The transport An-24T had a reinforced floor and a wide side door. However, this scheme limited the maximum size of cargo and was inconvenient for landing loading, so in 1964 the development of the An-26 aircraft began with a cargo hatch located in the rear of the fuselage, equipped with a folding ramp, which made it possible to transport bulky cargo, including cars and artillery installations.
The first flight took place on May 21, 1969, at the same time the aircraft was presented at the Le Bourget Air Show. Serial production of the An-26 continued until 1985, with a total of 1,410 units built.
The An-26 was delivered to fifty countries, both military and civilian airlines. Many aircraft around the world are still in service. In 1970, China set up production of a copy of the An-26 without a license agreement under the name Xian Y-7, until 2000, 103 aircraft were built.
The An-26 looks different from the An-24 version with a smaller number of portholes and a loading ramp at the rear of the fuselage. Another feature is a blister on the left side instead of the navigator's window. An optical sight is installed in the blister, which is used when dropping cargo with a parachute.
Another feature was the auxiliary turbojet engine RU-19A-300, installed in the right engine nacelle. It is designed to power the aircraft in the parking lot of engine starters at launch, to create additional thrust during climb, as well as for emergency power supply in case of failure of the main generators.

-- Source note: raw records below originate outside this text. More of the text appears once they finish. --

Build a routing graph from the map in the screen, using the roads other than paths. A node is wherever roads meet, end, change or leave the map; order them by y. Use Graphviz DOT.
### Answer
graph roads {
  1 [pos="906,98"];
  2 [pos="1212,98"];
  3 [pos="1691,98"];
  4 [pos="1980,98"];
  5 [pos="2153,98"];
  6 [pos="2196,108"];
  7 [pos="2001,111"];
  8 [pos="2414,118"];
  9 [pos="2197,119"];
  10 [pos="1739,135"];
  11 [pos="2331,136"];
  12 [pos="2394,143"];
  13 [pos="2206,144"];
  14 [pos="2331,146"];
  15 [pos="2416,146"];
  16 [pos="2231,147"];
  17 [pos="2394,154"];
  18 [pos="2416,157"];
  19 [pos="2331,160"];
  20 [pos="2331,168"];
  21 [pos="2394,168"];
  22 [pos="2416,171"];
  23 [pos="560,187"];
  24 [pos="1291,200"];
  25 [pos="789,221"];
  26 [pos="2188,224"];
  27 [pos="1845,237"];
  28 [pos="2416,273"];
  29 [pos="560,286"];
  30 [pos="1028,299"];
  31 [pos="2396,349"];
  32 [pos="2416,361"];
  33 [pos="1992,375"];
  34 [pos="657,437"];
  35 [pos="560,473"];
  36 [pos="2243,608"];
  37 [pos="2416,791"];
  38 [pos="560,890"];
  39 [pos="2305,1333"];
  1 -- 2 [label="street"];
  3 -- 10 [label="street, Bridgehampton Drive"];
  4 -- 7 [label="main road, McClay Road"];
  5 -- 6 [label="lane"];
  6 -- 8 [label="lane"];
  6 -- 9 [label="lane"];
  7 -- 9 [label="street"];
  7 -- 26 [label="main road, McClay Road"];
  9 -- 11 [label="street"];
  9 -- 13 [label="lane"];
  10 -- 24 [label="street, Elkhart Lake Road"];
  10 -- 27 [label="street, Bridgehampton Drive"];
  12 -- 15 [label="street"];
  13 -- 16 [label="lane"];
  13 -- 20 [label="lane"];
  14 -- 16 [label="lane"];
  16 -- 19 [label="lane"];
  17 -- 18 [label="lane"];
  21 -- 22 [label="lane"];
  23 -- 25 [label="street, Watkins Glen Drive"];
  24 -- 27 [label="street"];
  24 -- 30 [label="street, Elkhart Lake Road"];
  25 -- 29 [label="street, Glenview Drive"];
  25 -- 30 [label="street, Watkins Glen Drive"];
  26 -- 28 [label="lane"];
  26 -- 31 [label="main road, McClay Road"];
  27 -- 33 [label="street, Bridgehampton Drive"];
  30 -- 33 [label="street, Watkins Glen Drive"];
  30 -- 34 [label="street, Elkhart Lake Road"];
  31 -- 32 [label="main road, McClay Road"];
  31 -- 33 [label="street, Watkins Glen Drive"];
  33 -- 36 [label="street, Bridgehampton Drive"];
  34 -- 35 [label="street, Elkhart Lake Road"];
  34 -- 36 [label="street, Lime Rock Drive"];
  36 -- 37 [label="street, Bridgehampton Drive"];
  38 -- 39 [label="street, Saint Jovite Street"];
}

The An-26 was the first Soviet transport aircraft with a sealed cargo compartment. It has a volume of 60 m3 and a total length of 15.68 m, a floor length of 11.1 m, a width of 2.27 m and a height of 1.91. The cargo ramp has an opening height of 1.466 m, which allows you to transport Jeep-class cars. The cargo bay is secured with a conveyor and two winches.
Characteristics of the Antonov An-26: wingspan 29.2 m, length 23.8 m. Empty weight 15,850 kg, maximum take-off weight 24,000 kg. Maximum speed 540 km / h, cruising speed 435 km / h, practical ceiling 7300 m, range with cargo 1100 km, maximum range 2700 km. The power plant includes two AI-24VT turboprop engines with a capacity of 2,820 hp and an auxiliary RU-19-300A turbojet engine with a thrust of 880 kg. The aircraft is capable of carrying up to 5,500 kg of cargo or 30 paratroopers with equipment or 24 wounded on stretchers. The designers provided for the possibility of using the aircraft as a bomber, for this purpose there are beam holders under the wings that allow you to carry bombs weighing up to 500 kg. The crew consists of two pilots, a flight engineer, a navigator and a radio operator.
In 1972, the Polish Air Force purchased 12 An-26 aircraft, which entered the 13 air transport Regiment Krakow-Balice. The last aircraft was decommissioned in January 2009. Several aircraft were used by commercial aviation for cargo transportation.
The Cracow Museum presents an airplane with the tail number 1508. In its bow there is a memorial sign in honor of Air Force Captain Stanisław Skarżyński, who made a single non-stop flight across the Atlantic. On May 7-8, 1933, Skarzynski made a solo flight in a Polish-made RWD-5bis sports plane across the South Atlantic, starting in St. Louis, Senegal and landing in Maceyo, Brazil. The flight took 20 hours and 30 minutes, including 17 hours and 15 minutes over the ocean. He covered 3,582 km, setting a world distance record in the category of aircraft weighing up to 1,000 pounds. In order to meet the weight limit, I had to dismantle the radio station and fly without life-saving equipment. The RWD-5bis remains the smallest aircraft to cross the Atlantic.